## Task to complete
Filter the entries beneath this task, copying only the lines that hold the word "Glenloch".

## Material provided

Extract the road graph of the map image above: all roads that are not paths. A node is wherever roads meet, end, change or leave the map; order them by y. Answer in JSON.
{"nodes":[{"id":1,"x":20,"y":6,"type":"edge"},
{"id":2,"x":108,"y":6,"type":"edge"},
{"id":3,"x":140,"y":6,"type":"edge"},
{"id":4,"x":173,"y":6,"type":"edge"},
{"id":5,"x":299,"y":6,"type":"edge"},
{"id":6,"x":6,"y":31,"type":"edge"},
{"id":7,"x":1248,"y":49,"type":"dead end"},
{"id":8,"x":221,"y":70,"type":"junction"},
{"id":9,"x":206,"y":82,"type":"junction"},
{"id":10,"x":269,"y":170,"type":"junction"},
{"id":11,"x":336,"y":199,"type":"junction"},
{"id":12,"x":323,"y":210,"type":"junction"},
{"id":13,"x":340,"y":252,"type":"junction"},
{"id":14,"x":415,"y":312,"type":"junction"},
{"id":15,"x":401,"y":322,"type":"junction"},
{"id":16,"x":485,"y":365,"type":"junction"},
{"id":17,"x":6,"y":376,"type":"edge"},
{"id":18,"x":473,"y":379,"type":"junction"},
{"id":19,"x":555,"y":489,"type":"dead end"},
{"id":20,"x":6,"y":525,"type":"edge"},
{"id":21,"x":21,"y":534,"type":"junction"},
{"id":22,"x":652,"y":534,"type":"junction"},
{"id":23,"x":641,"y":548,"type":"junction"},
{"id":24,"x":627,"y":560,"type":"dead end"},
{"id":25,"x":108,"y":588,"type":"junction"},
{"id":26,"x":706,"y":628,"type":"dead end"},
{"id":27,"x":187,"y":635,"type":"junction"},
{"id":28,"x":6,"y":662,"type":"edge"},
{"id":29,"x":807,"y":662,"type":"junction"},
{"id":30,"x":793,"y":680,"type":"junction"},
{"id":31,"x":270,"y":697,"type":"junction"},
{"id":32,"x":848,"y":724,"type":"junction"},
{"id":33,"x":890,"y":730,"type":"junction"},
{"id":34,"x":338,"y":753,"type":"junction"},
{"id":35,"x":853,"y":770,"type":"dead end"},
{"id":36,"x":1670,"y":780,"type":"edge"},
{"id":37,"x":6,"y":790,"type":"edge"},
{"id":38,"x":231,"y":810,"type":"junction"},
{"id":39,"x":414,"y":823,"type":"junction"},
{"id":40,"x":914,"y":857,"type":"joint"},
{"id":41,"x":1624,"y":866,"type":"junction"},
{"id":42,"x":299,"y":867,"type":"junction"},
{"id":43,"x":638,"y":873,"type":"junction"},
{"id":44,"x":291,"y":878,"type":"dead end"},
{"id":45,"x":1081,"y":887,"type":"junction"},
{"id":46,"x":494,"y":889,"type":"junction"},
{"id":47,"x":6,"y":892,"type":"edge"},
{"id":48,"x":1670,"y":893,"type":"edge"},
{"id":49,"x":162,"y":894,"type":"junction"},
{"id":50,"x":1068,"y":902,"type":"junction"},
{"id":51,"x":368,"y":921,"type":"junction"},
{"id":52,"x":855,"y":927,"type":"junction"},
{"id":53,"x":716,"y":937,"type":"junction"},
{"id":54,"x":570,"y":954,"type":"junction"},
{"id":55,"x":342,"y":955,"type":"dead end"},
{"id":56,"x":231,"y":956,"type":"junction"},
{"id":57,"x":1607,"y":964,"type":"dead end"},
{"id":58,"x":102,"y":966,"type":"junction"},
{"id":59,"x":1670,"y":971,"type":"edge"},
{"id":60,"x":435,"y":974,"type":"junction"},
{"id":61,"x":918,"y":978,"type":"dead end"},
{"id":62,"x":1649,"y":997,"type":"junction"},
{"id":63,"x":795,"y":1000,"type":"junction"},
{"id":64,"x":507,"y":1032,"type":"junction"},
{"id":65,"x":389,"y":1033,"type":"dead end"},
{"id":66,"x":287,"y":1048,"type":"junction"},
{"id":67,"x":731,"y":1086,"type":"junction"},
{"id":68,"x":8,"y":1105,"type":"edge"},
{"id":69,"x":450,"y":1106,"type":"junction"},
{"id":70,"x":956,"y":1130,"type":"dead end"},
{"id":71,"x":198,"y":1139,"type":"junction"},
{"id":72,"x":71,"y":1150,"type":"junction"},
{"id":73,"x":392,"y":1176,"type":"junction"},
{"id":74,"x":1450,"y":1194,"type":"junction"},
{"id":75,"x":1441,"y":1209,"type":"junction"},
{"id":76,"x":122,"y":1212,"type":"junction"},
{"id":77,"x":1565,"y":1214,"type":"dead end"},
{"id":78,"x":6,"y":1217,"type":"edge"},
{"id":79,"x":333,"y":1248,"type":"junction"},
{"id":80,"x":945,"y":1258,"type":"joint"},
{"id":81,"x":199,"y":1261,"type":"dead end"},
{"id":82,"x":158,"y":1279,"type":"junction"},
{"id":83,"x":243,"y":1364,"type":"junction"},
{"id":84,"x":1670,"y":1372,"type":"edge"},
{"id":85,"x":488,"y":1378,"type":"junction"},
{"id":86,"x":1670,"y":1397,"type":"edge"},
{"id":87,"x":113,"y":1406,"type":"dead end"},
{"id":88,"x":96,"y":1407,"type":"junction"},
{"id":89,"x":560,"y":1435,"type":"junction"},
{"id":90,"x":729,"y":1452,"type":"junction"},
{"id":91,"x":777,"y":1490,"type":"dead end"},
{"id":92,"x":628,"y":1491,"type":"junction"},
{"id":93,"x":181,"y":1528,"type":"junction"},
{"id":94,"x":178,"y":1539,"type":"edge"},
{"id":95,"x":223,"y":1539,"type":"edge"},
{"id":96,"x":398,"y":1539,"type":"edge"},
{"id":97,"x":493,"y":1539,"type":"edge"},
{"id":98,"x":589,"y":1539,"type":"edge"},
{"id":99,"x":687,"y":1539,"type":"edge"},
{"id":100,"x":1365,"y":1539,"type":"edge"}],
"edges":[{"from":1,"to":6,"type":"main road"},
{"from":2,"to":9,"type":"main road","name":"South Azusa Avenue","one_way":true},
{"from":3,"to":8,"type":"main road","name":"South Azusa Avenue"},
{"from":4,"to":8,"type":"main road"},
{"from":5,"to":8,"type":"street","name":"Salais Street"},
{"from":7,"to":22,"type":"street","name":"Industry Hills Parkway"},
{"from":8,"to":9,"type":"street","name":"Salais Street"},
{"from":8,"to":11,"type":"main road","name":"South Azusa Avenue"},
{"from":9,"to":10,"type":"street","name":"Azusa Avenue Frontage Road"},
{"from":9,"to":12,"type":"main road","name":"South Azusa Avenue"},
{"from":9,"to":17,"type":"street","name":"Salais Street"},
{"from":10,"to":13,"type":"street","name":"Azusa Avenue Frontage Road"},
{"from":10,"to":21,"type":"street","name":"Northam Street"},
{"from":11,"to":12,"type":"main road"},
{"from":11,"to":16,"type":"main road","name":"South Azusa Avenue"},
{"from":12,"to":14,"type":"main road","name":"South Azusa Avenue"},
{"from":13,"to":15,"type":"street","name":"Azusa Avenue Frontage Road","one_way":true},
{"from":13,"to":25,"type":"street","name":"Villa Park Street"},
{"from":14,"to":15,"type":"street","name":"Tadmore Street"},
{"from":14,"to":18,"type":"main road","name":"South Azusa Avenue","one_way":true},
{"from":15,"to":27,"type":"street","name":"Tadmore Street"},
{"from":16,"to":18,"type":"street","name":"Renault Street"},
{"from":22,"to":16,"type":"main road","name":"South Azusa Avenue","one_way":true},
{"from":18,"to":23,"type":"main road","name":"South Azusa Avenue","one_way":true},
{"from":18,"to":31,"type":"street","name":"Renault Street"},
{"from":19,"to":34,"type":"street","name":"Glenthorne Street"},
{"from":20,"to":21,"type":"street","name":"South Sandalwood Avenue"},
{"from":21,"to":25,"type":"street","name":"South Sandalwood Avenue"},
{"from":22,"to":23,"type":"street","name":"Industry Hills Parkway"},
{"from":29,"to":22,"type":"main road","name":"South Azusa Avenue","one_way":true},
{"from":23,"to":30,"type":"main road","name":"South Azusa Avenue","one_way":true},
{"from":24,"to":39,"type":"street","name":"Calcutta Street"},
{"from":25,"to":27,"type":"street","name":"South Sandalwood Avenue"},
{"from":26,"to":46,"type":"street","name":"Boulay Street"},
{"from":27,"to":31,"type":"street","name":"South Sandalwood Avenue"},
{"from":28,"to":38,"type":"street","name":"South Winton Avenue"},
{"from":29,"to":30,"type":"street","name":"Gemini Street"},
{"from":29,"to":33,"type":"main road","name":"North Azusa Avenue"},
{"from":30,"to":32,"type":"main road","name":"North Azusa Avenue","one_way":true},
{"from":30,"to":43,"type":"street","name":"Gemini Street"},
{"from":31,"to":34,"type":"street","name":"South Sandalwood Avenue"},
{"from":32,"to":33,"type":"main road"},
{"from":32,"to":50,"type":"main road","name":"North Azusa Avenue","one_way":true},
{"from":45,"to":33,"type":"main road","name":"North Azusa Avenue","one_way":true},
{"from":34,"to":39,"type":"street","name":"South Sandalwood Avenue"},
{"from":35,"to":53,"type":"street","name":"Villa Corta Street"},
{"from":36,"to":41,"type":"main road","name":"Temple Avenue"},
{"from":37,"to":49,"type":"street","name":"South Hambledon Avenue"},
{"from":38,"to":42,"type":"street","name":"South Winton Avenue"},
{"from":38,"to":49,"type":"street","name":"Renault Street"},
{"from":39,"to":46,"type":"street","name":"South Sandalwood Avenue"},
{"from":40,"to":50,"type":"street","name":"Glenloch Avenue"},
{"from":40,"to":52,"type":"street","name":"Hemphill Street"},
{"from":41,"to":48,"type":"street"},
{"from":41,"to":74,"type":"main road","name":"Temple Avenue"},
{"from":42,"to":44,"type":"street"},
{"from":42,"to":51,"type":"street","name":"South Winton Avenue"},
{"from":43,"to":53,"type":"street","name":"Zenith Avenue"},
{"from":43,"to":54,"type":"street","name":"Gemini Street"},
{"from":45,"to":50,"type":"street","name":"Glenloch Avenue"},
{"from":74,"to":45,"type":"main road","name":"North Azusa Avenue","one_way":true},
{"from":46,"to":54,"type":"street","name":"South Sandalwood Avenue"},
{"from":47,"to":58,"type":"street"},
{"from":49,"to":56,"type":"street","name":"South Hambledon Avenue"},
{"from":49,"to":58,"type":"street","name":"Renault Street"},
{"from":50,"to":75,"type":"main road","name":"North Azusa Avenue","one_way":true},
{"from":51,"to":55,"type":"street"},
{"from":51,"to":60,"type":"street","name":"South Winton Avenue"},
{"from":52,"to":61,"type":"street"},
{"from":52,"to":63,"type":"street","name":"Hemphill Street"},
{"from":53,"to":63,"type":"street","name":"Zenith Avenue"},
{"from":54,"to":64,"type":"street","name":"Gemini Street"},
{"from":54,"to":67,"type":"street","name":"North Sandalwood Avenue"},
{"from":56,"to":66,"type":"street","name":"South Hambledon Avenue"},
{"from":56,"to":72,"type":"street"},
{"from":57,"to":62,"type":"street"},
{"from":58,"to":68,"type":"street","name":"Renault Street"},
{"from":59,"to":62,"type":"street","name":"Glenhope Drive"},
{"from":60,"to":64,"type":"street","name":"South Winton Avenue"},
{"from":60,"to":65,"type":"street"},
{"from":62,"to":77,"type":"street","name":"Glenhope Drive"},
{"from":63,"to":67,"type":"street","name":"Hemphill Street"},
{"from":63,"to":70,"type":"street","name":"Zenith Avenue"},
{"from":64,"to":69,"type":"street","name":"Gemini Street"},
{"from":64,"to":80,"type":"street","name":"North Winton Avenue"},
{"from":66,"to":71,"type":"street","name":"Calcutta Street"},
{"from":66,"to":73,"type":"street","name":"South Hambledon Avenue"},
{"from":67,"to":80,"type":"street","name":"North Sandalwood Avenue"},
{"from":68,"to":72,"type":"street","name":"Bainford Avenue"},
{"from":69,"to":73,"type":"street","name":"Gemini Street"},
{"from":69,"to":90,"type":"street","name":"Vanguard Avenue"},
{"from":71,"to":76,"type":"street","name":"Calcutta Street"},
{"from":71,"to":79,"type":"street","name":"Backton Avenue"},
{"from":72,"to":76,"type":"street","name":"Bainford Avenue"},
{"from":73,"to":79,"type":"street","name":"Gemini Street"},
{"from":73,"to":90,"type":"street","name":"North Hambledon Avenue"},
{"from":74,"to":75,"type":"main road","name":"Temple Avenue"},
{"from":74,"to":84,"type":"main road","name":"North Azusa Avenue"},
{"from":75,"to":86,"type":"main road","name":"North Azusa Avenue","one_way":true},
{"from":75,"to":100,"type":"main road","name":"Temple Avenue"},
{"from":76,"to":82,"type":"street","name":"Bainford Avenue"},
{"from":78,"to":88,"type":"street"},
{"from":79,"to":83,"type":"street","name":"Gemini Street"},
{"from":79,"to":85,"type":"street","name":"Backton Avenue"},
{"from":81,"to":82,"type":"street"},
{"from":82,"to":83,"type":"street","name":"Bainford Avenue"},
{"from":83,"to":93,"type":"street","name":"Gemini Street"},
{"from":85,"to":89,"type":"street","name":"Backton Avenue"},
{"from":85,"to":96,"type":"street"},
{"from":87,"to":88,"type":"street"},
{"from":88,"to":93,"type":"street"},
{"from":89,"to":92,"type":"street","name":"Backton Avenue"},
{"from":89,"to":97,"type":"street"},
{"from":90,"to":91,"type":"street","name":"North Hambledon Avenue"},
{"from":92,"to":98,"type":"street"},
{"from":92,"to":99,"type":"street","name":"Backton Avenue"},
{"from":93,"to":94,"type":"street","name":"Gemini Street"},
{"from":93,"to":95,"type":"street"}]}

## Task output
{"from":40,"to":50,"type":"street","name":"Glenloch Avenue"},
{"from":45,"to":50,"type":"street","name":"Glenloch Avenue"},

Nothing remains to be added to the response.